I’m not sure that it’s my plan, either. I mean, I hold SIA in favorable
regard, and I think it is an especially crucial intervention where it expands
definitions of tenurable (i.e., traditional, recognizable) scholarly activity,
even if hasn’t caught on at many institutions. SIA stretches these
carefully defined domains, and it does so, in part, to re-integrate the
university with the world at-large. To blend them together again while
warding off the many pressures, forces, ivory towerisms, and economies of scarcity that
hold them apart in far too many ways. SIA reverses the caricature model of
traditional scholarly production: curmudgeonly hermits turning out article after
unread article, monograph after unread monograph, reproducing a narrow-band
echo-effect among a highly specialized in-group.
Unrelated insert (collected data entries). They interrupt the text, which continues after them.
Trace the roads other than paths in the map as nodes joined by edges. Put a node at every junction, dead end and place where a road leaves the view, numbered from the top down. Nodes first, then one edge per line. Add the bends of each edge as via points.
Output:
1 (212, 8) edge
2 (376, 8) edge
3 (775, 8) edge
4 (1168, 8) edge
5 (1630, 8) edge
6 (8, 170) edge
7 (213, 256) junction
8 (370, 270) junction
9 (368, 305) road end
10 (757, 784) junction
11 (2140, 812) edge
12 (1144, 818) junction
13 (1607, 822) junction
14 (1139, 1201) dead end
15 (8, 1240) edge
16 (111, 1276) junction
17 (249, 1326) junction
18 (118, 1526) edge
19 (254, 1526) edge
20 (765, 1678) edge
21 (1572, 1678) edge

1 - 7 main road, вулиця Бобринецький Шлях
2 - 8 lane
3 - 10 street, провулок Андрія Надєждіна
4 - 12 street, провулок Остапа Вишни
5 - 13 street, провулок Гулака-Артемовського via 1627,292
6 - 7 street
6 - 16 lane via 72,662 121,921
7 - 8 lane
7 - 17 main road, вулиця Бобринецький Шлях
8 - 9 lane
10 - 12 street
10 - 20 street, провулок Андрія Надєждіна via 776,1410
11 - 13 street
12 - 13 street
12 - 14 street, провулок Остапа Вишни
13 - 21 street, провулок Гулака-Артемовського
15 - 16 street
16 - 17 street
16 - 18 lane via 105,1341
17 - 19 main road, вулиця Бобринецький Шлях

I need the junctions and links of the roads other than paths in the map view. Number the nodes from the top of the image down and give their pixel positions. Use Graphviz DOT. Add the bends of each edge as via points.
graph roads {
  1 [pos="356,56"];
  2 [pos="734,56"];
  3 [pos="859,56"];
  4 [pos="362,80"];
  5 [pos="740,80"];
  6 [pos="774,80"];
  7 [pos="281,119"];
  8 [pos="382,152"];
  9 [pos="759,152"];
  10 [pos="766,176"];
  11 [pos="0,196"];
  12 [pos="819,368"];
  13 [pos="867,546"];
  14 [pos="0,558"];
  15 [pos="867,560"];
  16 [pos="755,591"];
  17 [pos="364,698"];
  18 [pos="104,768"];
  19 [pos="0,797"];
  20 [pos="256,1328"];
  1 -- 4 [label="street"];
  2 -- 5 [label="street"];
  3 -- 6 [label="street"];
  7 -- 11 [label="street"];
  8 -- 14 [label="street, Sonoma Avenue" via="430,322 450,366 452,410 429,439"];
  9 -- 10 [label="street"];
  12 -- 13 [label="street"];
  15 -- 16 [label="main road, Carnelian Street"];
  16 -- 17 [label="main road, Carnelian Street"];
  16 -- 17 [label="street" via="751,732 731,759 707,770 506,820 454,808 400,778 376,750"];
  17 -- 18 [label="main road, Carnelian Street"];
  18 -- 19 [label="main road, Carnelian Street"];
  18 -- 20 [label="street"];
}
But then there are more hard questions: Another concern is that as a graduate student
preparing at SU (an institution where SIA is valued), what bearing will it have
in an institution where SIA is not valued, not recognized? Could SIA have a negative
impact for a freshly minted Ph.D. seeking a faculty appointment at another
institution? Perhaps. Again, the question of ratios in the
combinatory mix–of balancing an SIA agenda with traditional, recognizable scholarship, and
of doing so in such a way that SIA doesn’t merely amount to yet another set of tasks. I suppose this
could be read as cynical, but I don’t mean it that way at all. I’m only
trying to anticipate questions of whether (and to what degree) SIA introduces greater risks
(or greater rewards) for graduate
students.

I haven’t even touched upon the intersection of SIA and digital research and
scholarship, but this is what my ten minutes will sort through. To what
extent is keeping a del.icio.us account a form of SIA? How about blogging? Online teaching?
CCC Online Archive? I can make a case for it, I suppose, but
there’s also a way of dealing with the question that boils down plainly to what is included on one’s
CV. Others have talked about this at length–whether to include one’s weblog on a CV.
I would guess that most people, other than those who have won awards for it,
don’t include it. Obviously, I don’t hide it (under what rug would it
fit?), but neither do I list Earth Wide Moth (not even any of my favorite
entries) on the CV under "scholarship."

In a similar vein, I know there are discussions at old U.
about counting the development of online courses as publications. Online
courses involve a sizable chunk of work and a lot of writing, but are they more
article-like than syllabus-like? More review-like than teaching-statement-like?
I don’t know (er, perhaps I do know this tacitly, considering I don’t
list the courses I’ve developed as publications). Without putting SIA, applied
research, traditional research, or basic research into tidy, discrete
categories, I still need to sort through just how much of what I do matches with
SIA and, as well, take stock of what it is worth to call it by that name.